*Goal of the exercise*
Only a slice of the listing below is wanted. Retype the lines from the one containing "index mcp: (795, 389)" through the one containing "pinky tip: (747, 381)", exactly, both ends included.

━━━━━━━━━━━━━━━━━━━━━━━━━━━━━━

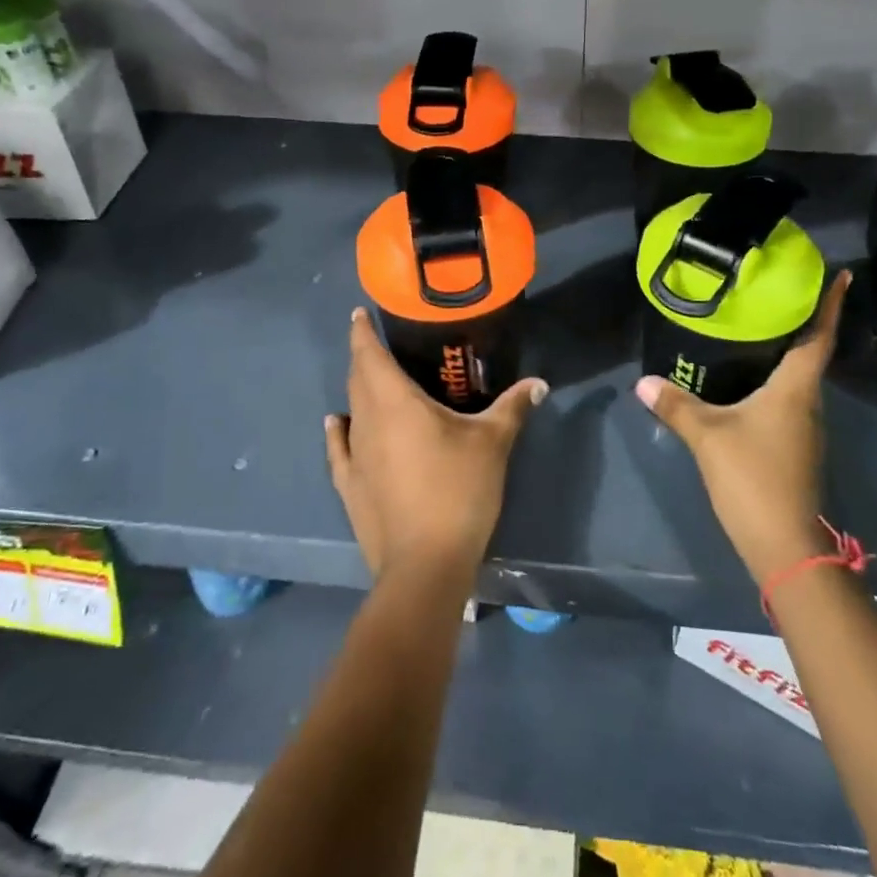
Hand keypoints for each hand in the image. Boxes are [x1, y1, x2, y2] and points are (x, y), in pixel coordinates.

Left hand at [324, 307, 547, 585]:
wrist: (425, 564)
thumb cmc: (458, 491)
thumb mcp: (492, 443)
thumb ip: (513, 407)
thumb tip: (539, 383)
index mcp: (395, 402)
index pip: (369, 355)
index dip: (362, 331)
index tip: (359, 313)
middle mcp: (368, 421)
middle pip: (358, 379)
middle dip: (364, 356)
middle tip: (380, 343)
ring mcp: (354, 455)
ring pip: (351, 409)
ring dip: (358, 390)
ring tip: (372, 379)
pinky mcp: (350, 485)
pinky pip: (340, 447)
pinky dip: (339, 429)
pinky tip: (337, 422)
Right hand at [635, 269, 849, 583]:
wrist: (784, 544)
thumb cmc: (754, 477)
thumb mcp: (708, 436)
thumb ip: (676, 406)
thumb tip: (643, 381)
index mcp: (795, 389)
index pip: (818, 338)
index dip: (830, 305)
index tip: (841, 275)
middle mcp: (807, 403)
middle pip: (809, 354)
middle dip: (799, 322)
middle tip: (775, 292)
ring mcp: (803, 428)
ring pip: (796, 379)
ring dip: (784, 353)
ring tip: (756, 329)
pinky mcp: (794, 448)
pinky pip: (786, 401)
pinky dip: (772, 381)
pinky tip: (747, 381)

━━━━━━━━━━━━━━━━━━━━━━━━━━━━━━

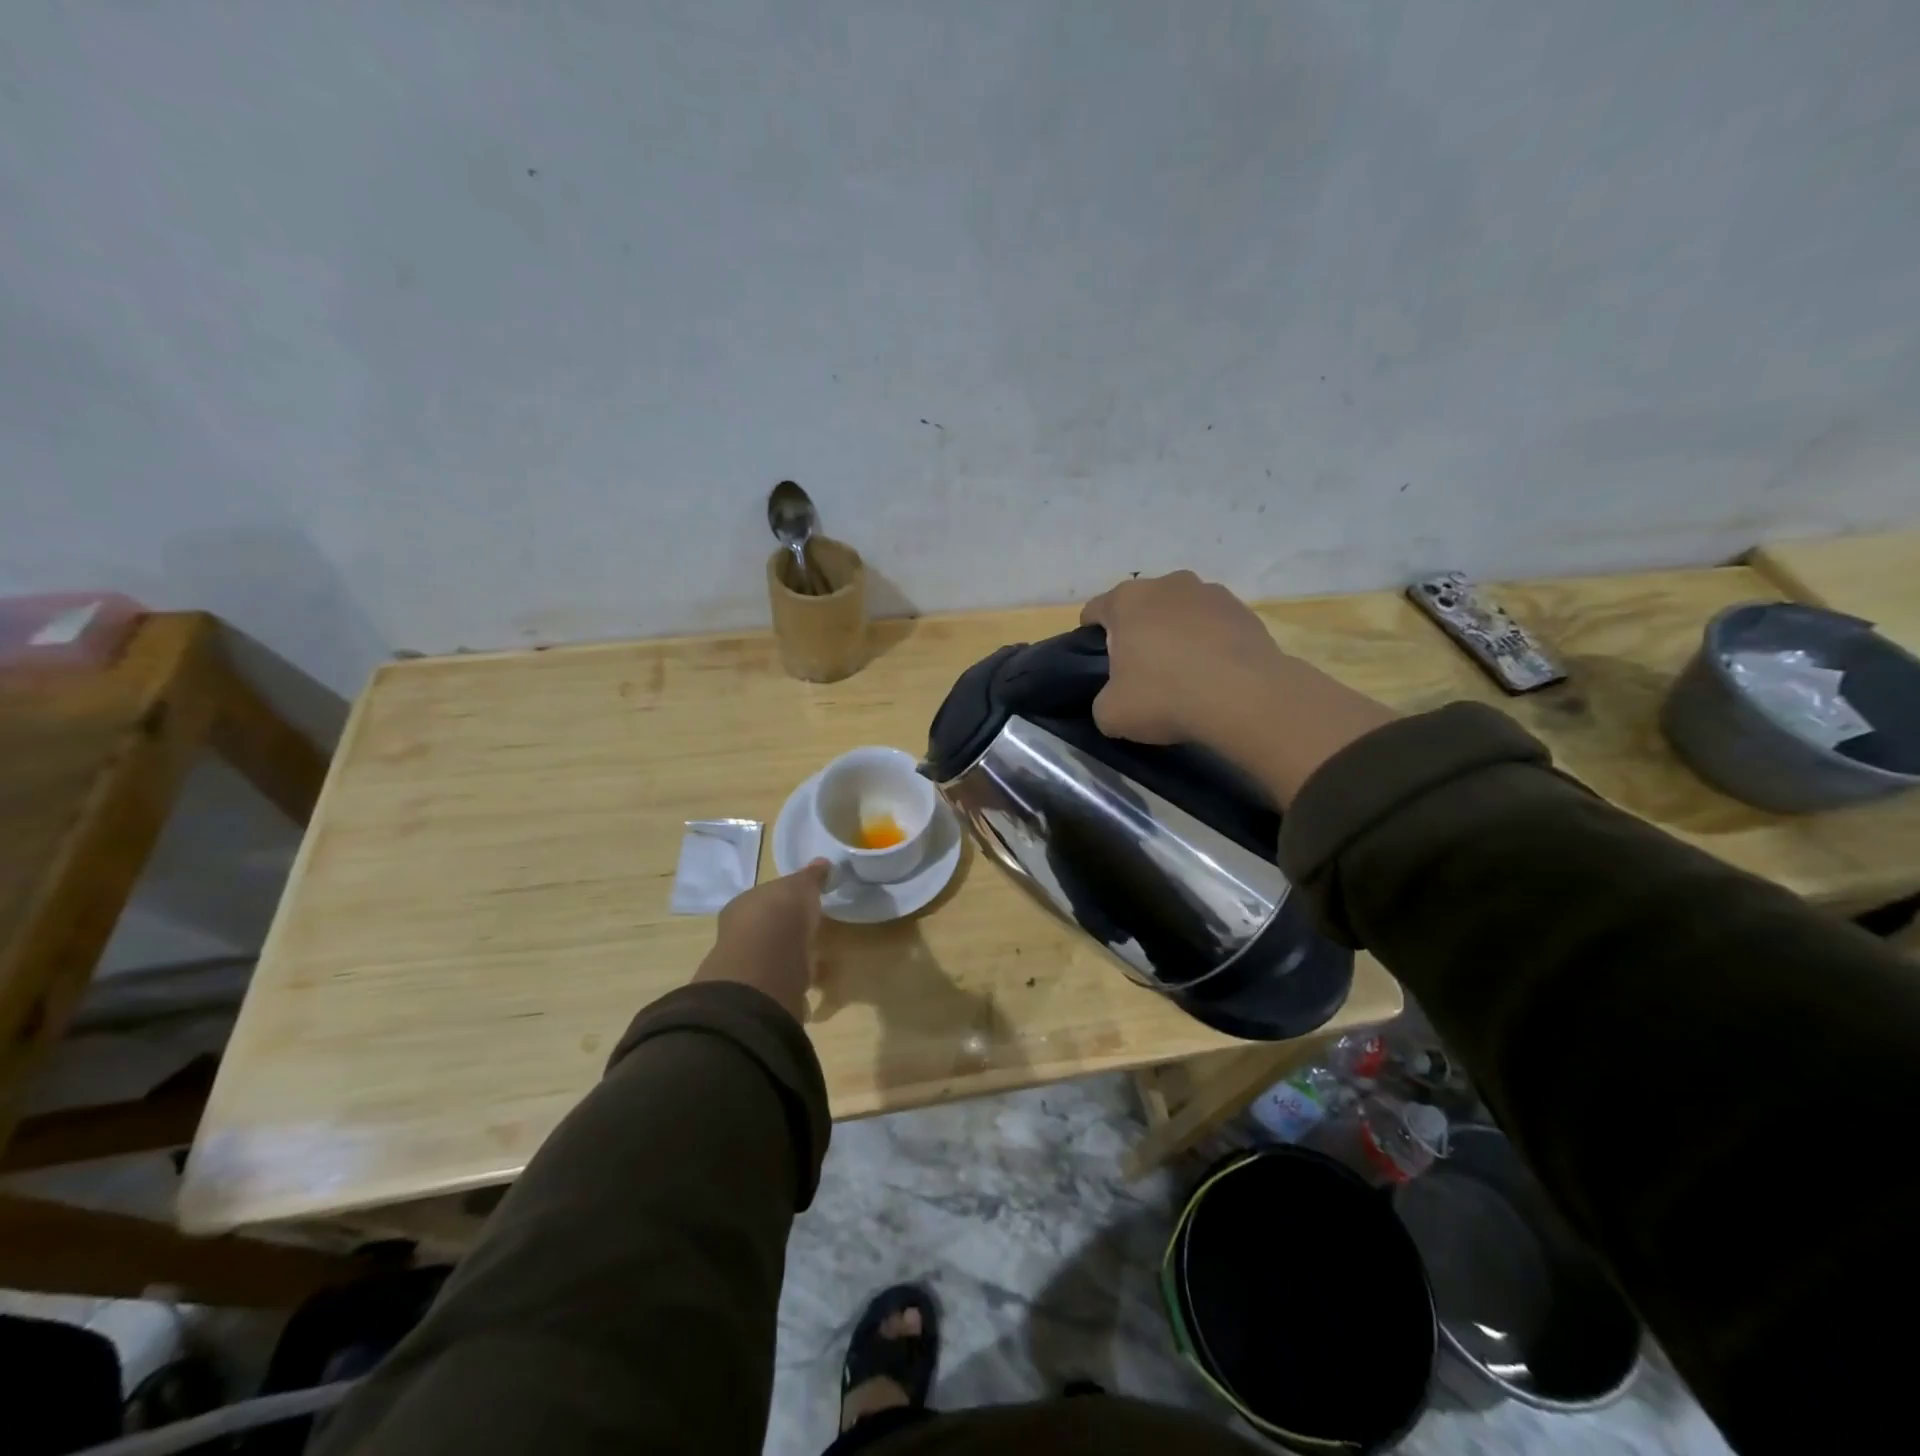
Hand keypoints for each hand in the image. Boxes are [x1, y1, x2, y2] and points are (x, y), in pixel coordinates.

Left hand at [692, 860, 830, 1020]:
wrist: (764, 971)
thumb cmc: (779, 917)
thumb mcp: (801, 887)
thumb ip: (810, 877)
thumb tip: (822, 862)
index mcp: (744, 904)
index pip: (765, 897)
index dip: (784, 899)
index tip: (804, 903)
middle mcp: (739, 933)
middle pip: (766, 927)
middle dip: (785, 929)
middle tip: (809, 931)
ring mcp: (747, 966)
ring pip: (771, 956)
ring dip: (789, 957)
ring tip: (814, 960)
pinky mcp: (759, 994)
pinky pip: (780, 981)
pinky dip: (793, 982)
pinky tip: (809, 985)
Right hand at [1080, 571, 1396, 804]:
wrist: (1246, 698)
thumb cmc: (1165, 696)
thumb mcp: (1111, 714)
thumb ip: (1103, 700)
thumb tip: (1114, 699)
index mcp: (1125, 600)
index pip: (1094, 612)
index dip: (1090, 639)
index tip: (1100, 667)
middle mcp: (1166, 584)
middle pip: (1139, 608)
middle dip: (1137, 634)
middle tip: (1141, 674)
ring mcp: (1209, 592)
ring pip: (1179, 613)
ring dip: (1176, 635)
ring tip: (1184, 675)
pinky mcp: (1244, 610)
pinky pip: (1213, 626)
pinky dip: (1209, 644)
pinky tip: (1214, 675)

━━━━━━━━━━━━━━━━━━━━━━━━━━━━━━

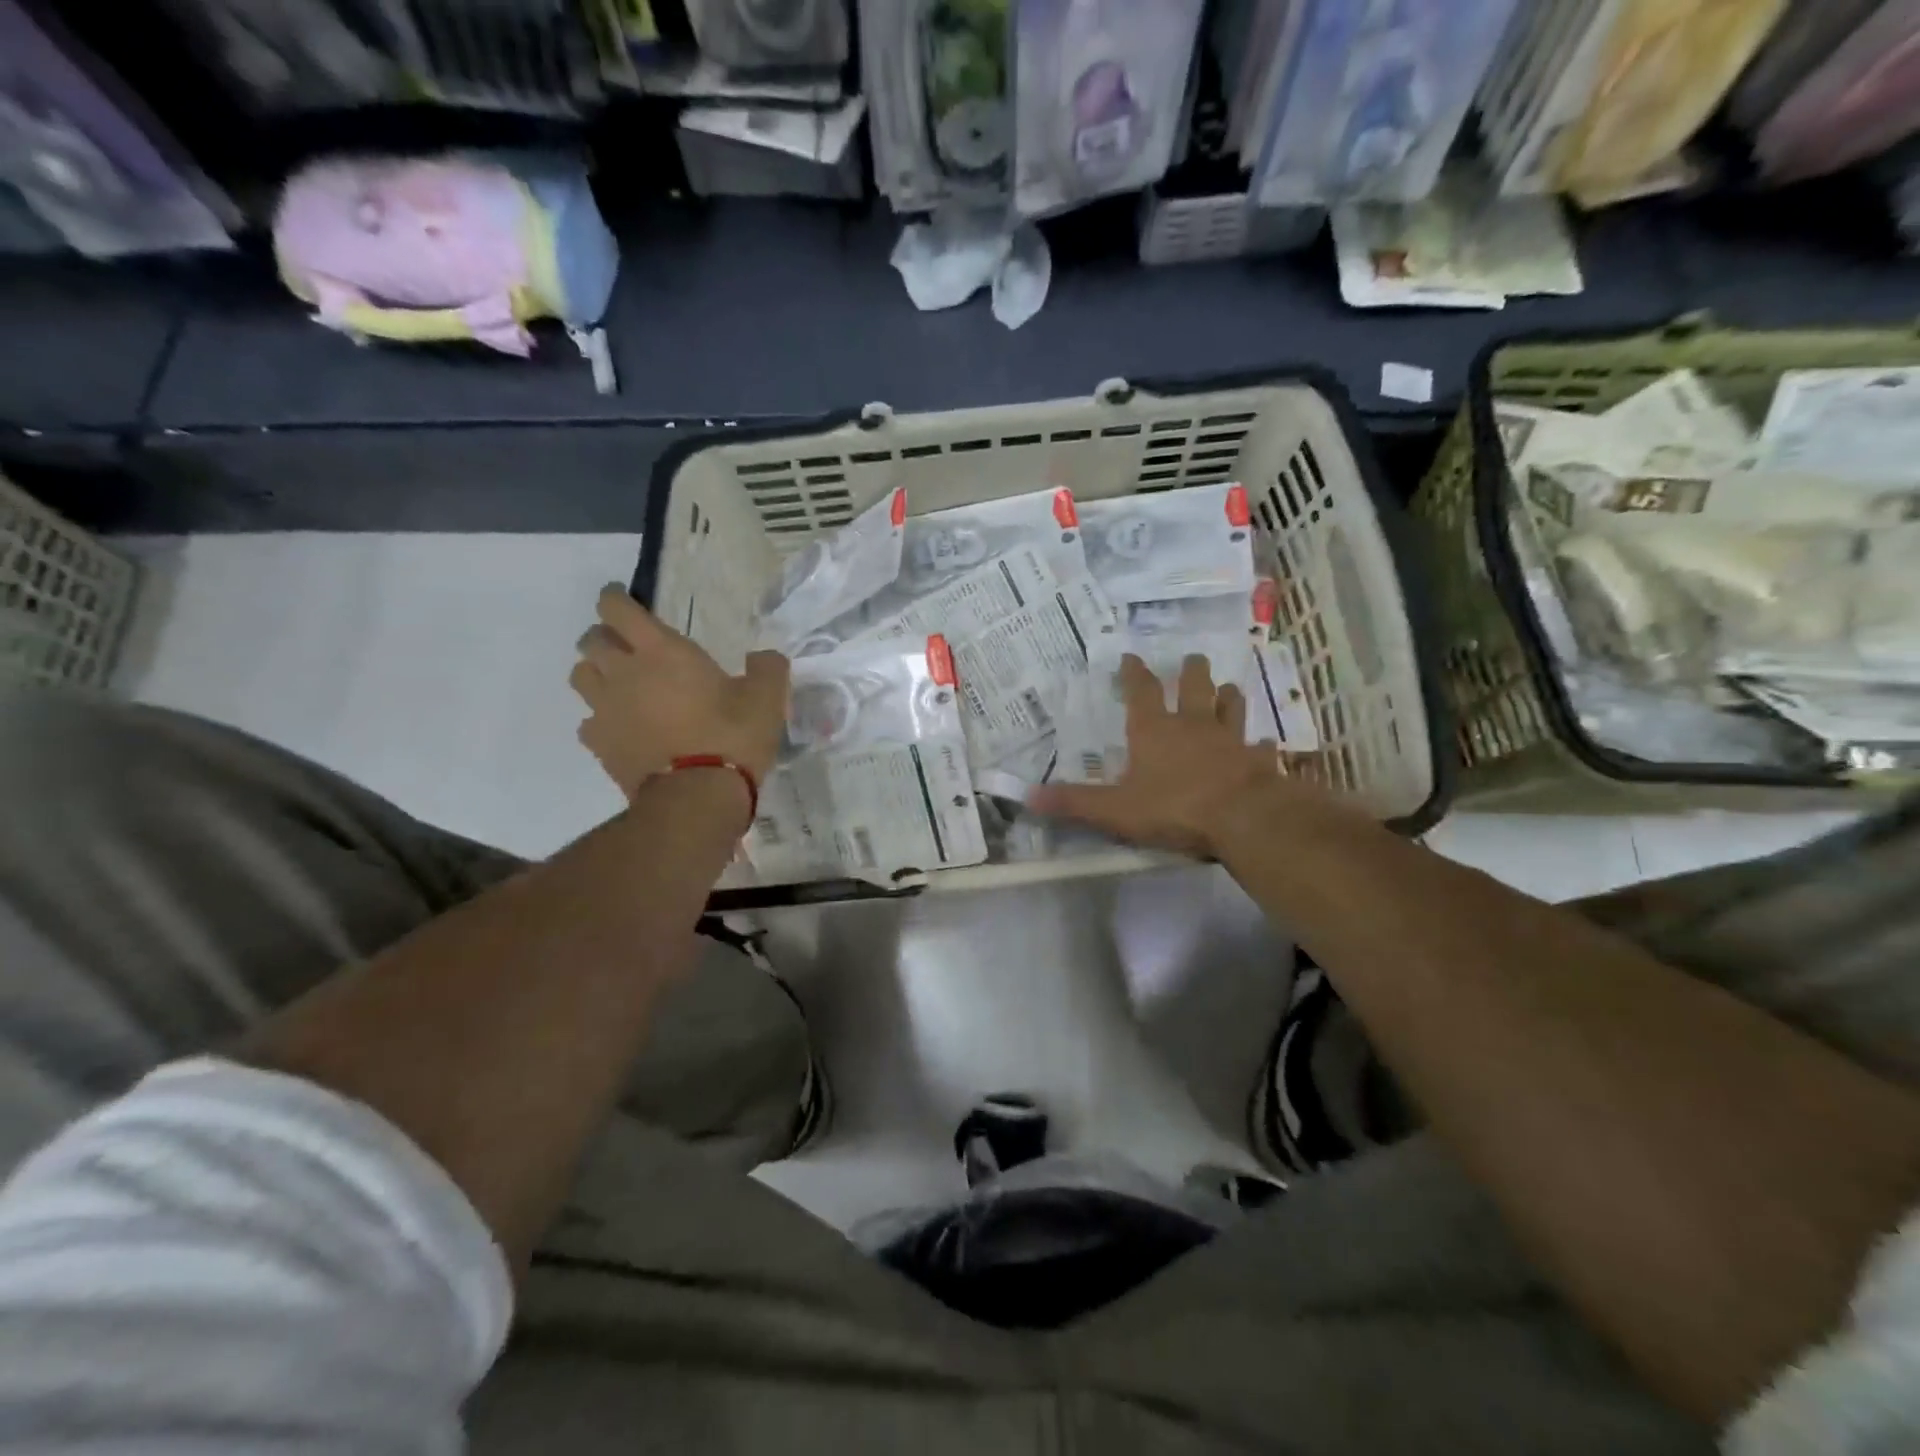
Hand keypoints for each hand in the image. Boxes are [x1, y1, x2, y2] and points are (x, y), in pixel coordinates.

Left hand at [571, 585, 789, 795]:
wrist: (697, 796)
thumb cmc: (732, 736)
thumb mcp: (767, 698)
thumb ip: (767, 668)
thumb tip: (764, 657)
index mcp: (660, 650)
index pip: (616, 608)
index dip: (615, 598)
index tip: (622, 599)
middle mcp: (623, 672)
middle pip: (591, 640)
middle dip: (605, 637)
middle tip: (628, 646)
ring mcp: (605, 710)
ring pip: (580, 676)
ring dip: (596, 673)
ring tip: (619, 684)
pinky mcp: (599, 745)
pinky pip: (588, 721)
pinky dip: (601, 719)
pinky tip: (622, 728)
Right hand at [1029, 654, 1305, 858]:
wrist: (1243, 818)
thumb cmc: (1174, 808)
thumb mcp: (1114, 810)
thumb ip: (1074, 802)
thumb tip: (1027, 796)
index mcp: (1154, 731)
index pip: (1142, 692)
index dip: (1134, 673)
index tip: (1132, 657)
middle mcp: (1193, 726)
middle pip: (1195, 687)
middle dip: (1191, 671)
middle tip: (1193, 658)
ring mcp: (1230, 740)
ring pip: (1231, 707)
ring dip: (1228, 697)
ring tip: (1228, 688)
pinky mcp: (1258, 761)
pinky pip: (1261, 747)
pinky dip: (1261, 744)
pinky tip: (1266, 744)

━━━━━━━━━━━━━━━━━━━━━━━━━━━━━━

*Exercise result*
index mcp: (795, 389)
index pip: (818, 338)
index dip: (830, 305)
index tip: (841, 275)
middle mcp: (807, 403)
middle pip: (809, 354)
middle dip: (799, 322)
middle tip: (775, 292)
ring mcp: (803, 428)
ring pip: (796, 379)
ring dip: (784, 353)
ring tip: (756, 329)
pinky mcp: (794, 448)
pinky pip: (786, 401)
pinky dip: (772, 381)
pinky tip: (747, 381)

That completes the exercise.